Having all your locals at the top of the routine because they’re easier to find says something. It’s not a good something. Did I mention that compilers were really good? Having variables in the smallest possible scope help them. Create a scope if you need to, there is no penalty from the code police for using braces

Scope Your Clauses

This includes if‘s, case‘s, for‘s and anything else that can have more than one statement. This would have made the Apple bug much more obvious.

Use the Appropriate Flow Control Structures

We can see that had Apple used else if’s instead of a series of separate if’s the code would have shown the dependent sequencing and made the goto’s unnecessary. There is a time and place for goto’s, but when they are used to such an extent as in the Apple case, it indicates structural issues. There are multiple control mechanisms for a reason. Using elaborate variable manipulation when you could use a break boggles the mind.

Stop Pretending You’re Smarter than the Compiler

If you’re not keeping up with what Intel, the gcc or the clang folks are doing with compilers or Intel is doing with profiling feedback; then don’t even try to pretend that you can provide more help to the compile than it can figure out on its own.

Use a Static Analyzer

Static Analyzers have way more patience for looking at code lifetimes than a person ever will. They don’t have attitude and will readily call your baby ugly. We need that. We have a whole boatload of ugly babies.

Make Code Reviews a Required Part of the Development Process

This may be one of the hardest things to do. It’s that ugly baby thing. It’s “the code” and not “our code.” I have yet to meet a developer who would disagree that they desire to produce the best product they can. Code reviews should be about objective measures and not bike sheds.

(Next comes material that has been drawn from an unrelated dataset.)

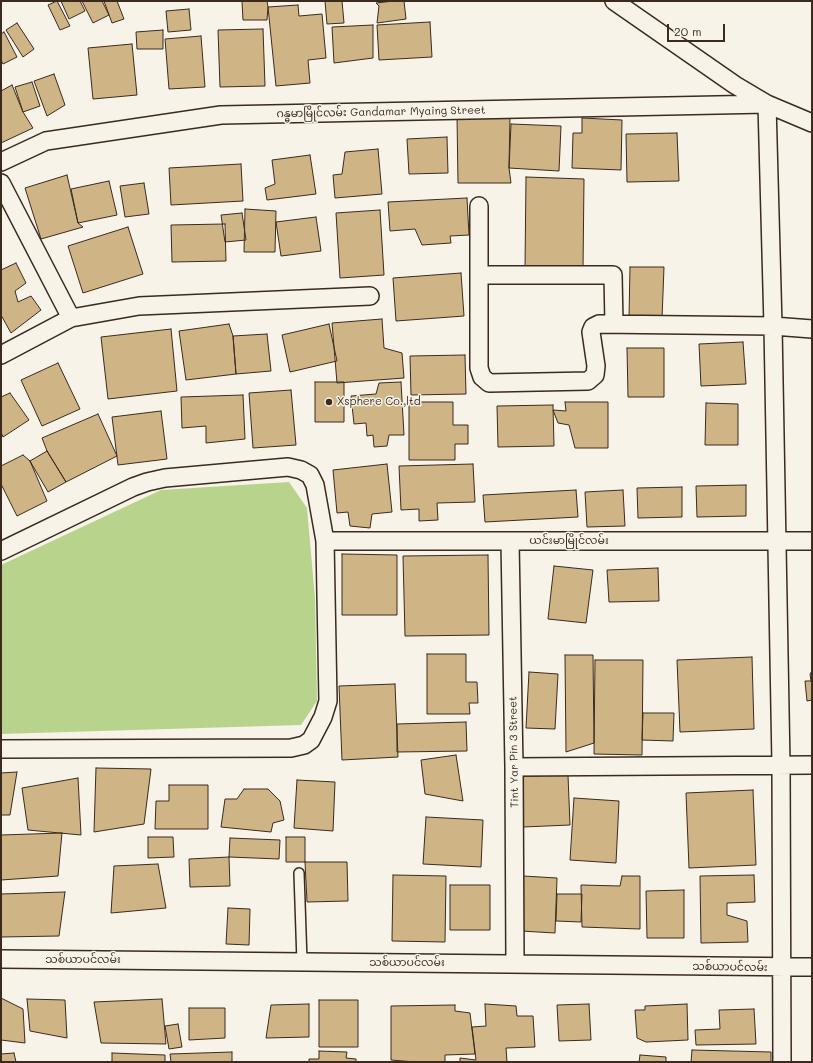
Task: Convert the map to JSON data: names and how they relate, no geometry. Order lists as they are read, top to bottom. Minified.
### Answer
{"streets":{"street":["ဂန္ဓမာမြိုင်လမ်း Gandamar Myaing Street","ယင်းမာမြိုင်လမ်း","Tint Yar Pin 3 Street","သစ်ယာပင်လမ်း"]},"crossings":[["ယင်းမာမြိုင်လမ်း","Tint Yar Pin 3 Street"],["Tint Yar Pin 3 Street","သစ်ယာပင်လမ်း"]],"places":["Xsphere Co.,ltd"],"scale_bar":"20 m"}
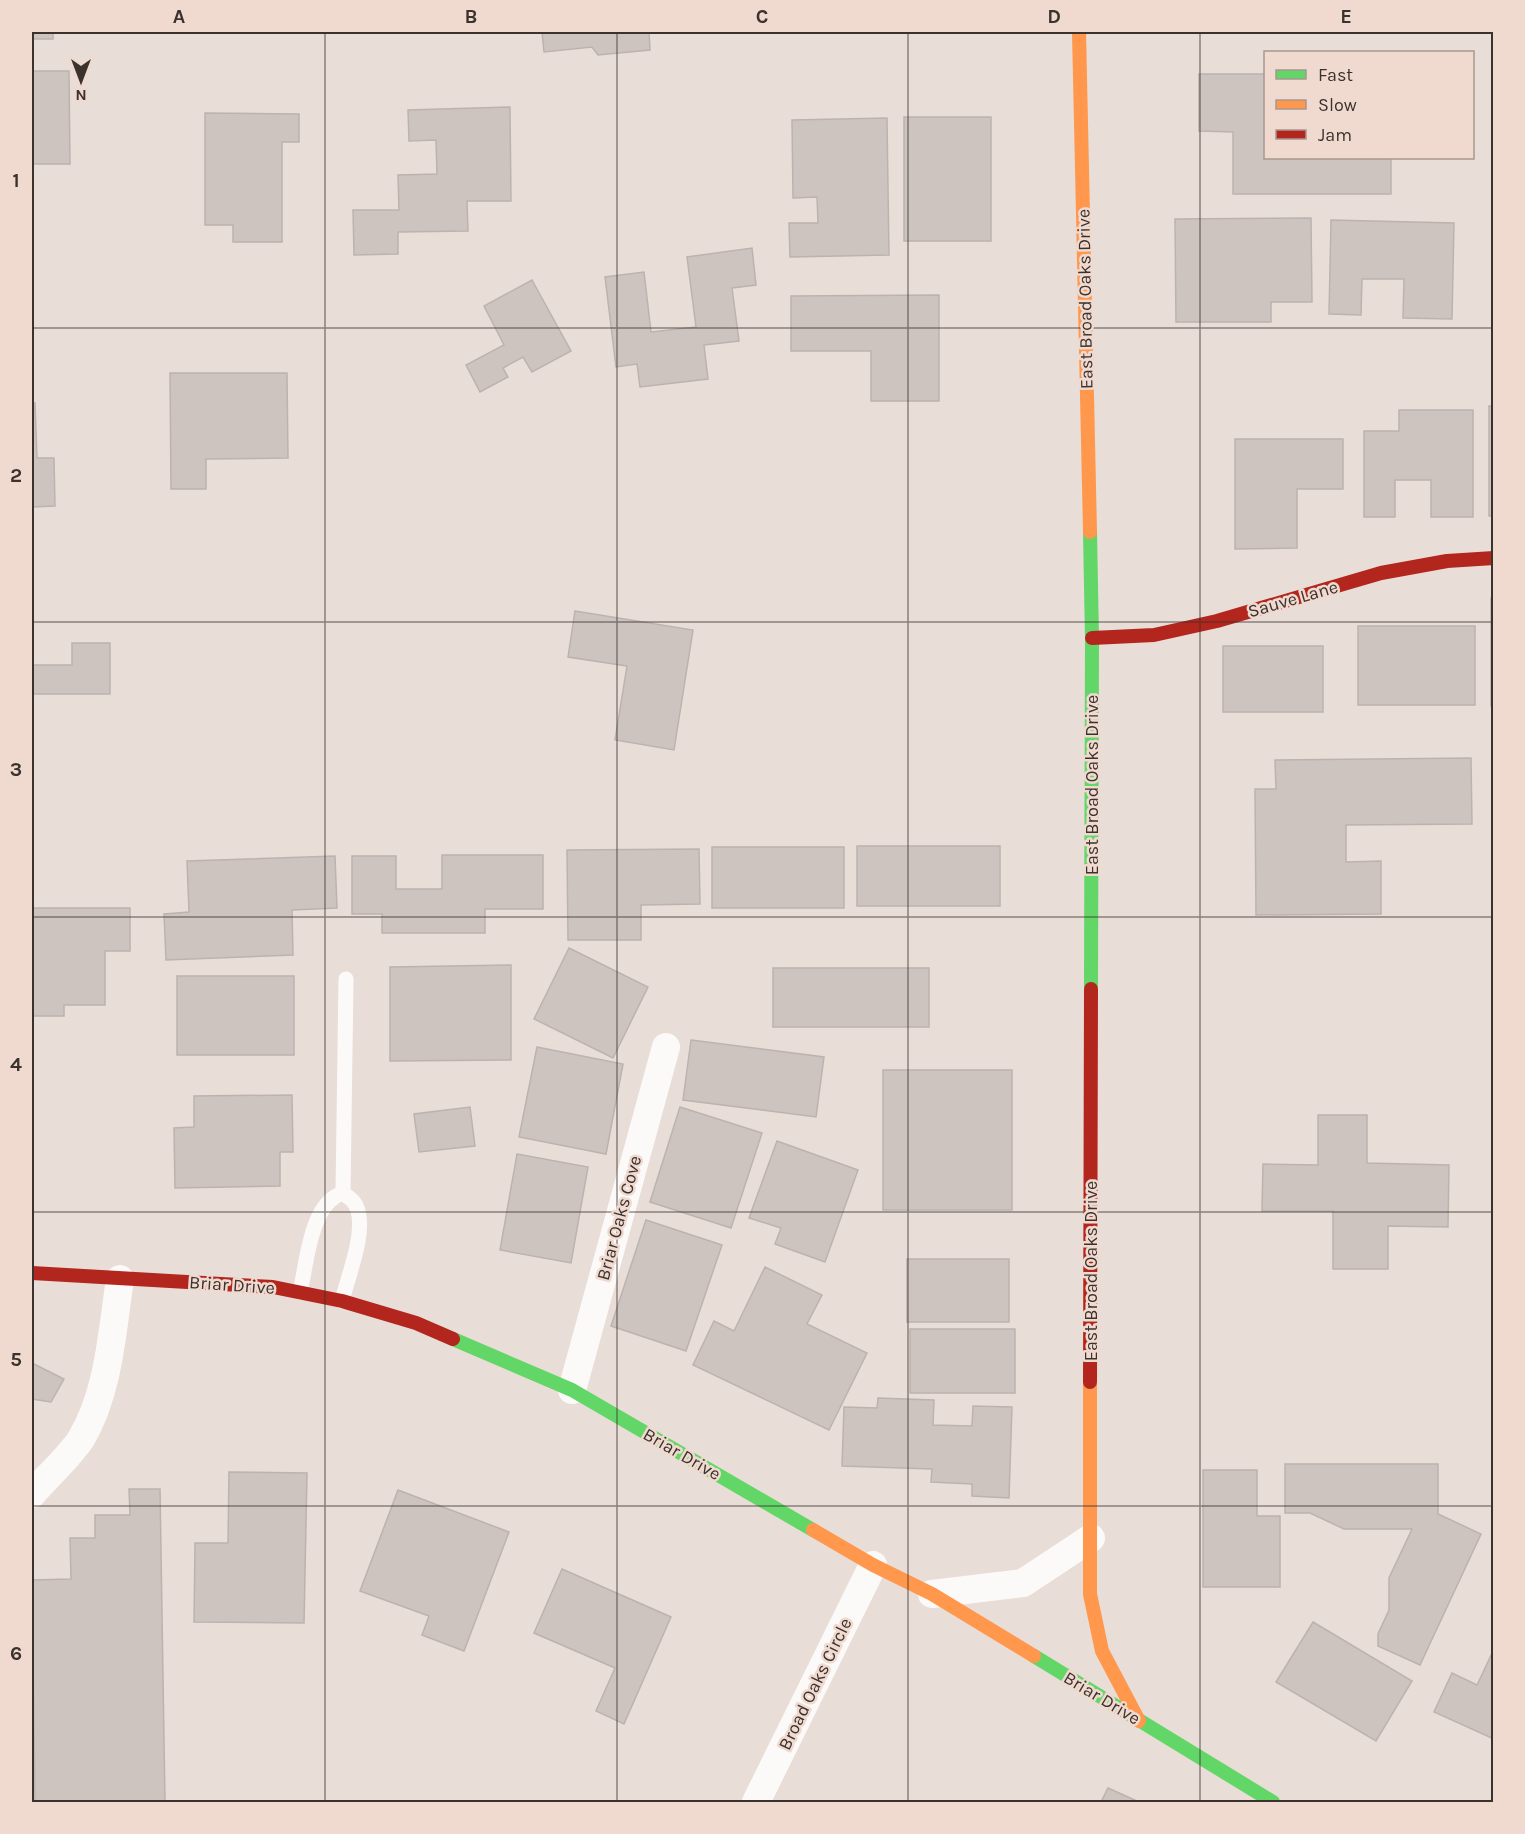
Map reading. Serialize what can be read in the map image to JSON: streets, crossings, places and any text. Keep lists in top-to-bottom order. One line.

Test it Until it Falls Over

Good developers and good testers are like orchids. Unless you treat them well, they aren’t around very long. A good tester is a good developers best friend. A bad developer will drive off a good tester. A bad tester can kill a project. A good tester will understand the product and it’s use. They also are really sadistic people who take great pleasure in tormenting the product. What they do is find the sharp bits that are protruding and point them out. The thing about developing software is that after a while you stop thinking about what it might do and only think about what it does do. I can’t count how many times I’ve heard a developer ask, “Why would you do that?”

Be Realistic

If you don’t allow for the review feedback loop, you will suffer. It takes time to make corrections. Done is only done when you’ve exercised your error paths. If you don’t do failure testing, you will suffer. If you believe that once the happy path passes that you are ready to release, you will suffer. Notice the pattern?